▶ _Your task_
Would you transcribe the records below exactly, omitting every picture?

(Stored data entries)

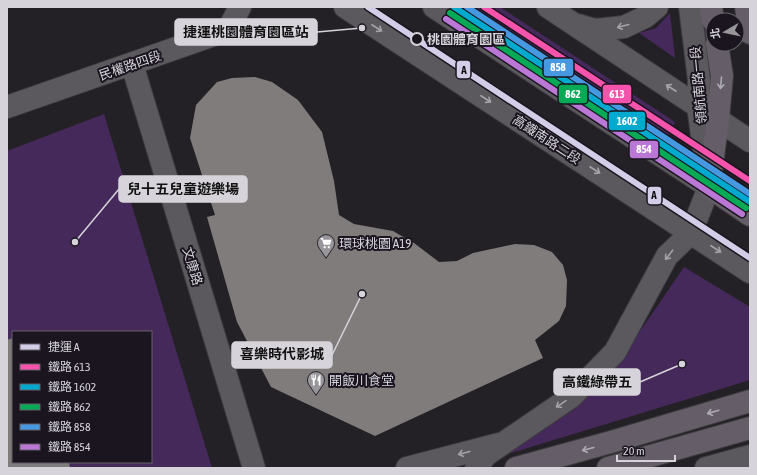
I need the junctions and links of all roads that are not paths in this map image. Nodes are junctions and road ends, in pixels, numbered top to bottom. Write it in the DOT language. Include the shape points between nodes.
graph roads {
  1 [pos="240,7"];
  2 [pos="344,7"];
  3 [pos="434,7"];
  4 [pos="548,7"];
  5 [pos="656,7"];
  6 [pos="690,7"];
  7 [pos="746,7"];
  8 [pos="572,23"];
  9 [pos="750,33"];
  10 [pos="718,52"];
  11 [pos="132,64"];
  12 [pos="698,106"];
  13 [pos="7,107"];
  14 [pos="718,120"];
  15 [pos="750,140"];
  16 [pos="709,187"];
  17 [pos="750,215"];
  18 [pos="691,233"];
  19 [pos="750,272"];
  20 [pos="750,401"];
  21 [pos="750,428"];
  22 [pos="502,443"];
  23 [pos="750,456"];
  24 [pos="254,468"];
  25 [pos="407,468"];
  26 [pos="476,468"];
  27 [pos="516,468"];
  28 [pos="608,468"];
  29 [pos="706,468"];
  1 -- 11 [label="street, 民權路四段" via="228,30"];
  2 -- 18 [label="street, 高鐵南路二段, one-way"];
  3 -- 16 [label="street"];
  4 -- 8 [label="street"];
  5 -- 8 [label="street, one-way" via="645,17 624,27 595,30"];
  6 -- 12 [label="street, 領航南路一段" via="699,80"];
  7 -- 9 [label="main road"];
  12 -- 8 [label="street, one-way"];
  10 -- 14 [label="main road, 領航南路一段, one-way" via="722,76"];
  11 -- 13 [label="street, 民權路四段"];
  11 -- 24 [label="street, 文康路"];
  12 -- 14 [label="street"];
  12 -- 16 [label="street, 領航南路一段"];
  14 -- 15 [label="street"];
  14 -- 16 [label="main road, 領航南路一段"];
  16 -- 17 [label="main road"];
  16 -- 18 [label="street"];
  18 -- 19 [label="street, 高鐵南路二段, one-way"];
  18 -- 22 [label="street, one-way" via="667,256 615,352 571,397"];
  20 -- 27 [label="main road, one-way"];
  21 -- 28 [label="main road"];
  22 -- 25 [label="street, one-way"];
  22 -- 26 [label="street" via="486,455"];
  23 -- 29 [label="street"];
}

▶ _Task answer_
I need the junctions and links of all roads that are not paths in this map image. Nodes are junctions and road ends, in pixels, numbered top to bottom. Write it in the DOT language. Include the shape points between nodes.
graph roads {
  1 [pos="240,7"];
  2 [pos="344,7"];
  3 [pos="434,7"];
  4 [pos="548,7"];
  5 [pos="656,7"];
  6 [pos="690,7"];
  7 [pos="746,7"];
  8 [pos="572,23"];
  9 [pos="750,33"];
  10 [pos="718,52"];
  11 [pos="132,64"];
  12 [pos="698,106"];
  13 [pos="7,107"];
  14 [pos="718,120"];
  15 [pos="750,140"];
  16 [pos="709,187"];
  17 [pos="750,215"];
  18 [pos="691,233"];
  19 [pos="750,272"];
  20 [pos="750,401"];
  21 [pos="750,428"];
  22 [pos="502,443"];
  23 [pos="750,456"];
  24 [pos="254,468"];
  25 [pos="407,468"];
  26 [pos="476,468"];
  27 [pos="516,468"];
  28 [pos="608,468"];
  29 [pos="706,468"];
  1 -- 11 [label="street, 民權路四段" via="228,30"];
  2 -- 18 [label="street, 高鐵南路二段, one-way"];
  3 -- 16 [label="street"];
  4 -- 8 [label="street"];
  5 -- 8 [label="street, one-way" via="645,17 624,27 595,30"];
  6 -- 12 [label="street, 領航南路一段" via="699,80"];
  7 -- 9 [label="main road"];
  12 -- 8 [label="street, one-way"];
  10 -- 14 [label="main road, 領航南路一段, one-way" via="722,76"];
  11 -- 13 [label="street, 民權路四段"];
  11 -- 24 [label="street, 文康路"];
  12 -- 14 [label="street"];
  12 -- 16 [label="street, 領航南路一段"];
  14 -- 15 [label="street"];
  14 -- 16 [label="main road, 領航南路一段"];
  16 -- 17 [label="main road"];
  16 -- 18 [label="street"];
  18 -- 19 [label="street, 高鐵南路二段, one-way"];
  18 -- 22 [label="street, one-way" via="667,256 615,352 571,397"];
  20 -- 27 [label="main road, one-way"];
  21 -- 28 [label="main road"];
  22 -- 25 [label="street, one-way"];
  22 -- 26 [label="street" via="486,455"];
  23 -- 29 [label="street"];
}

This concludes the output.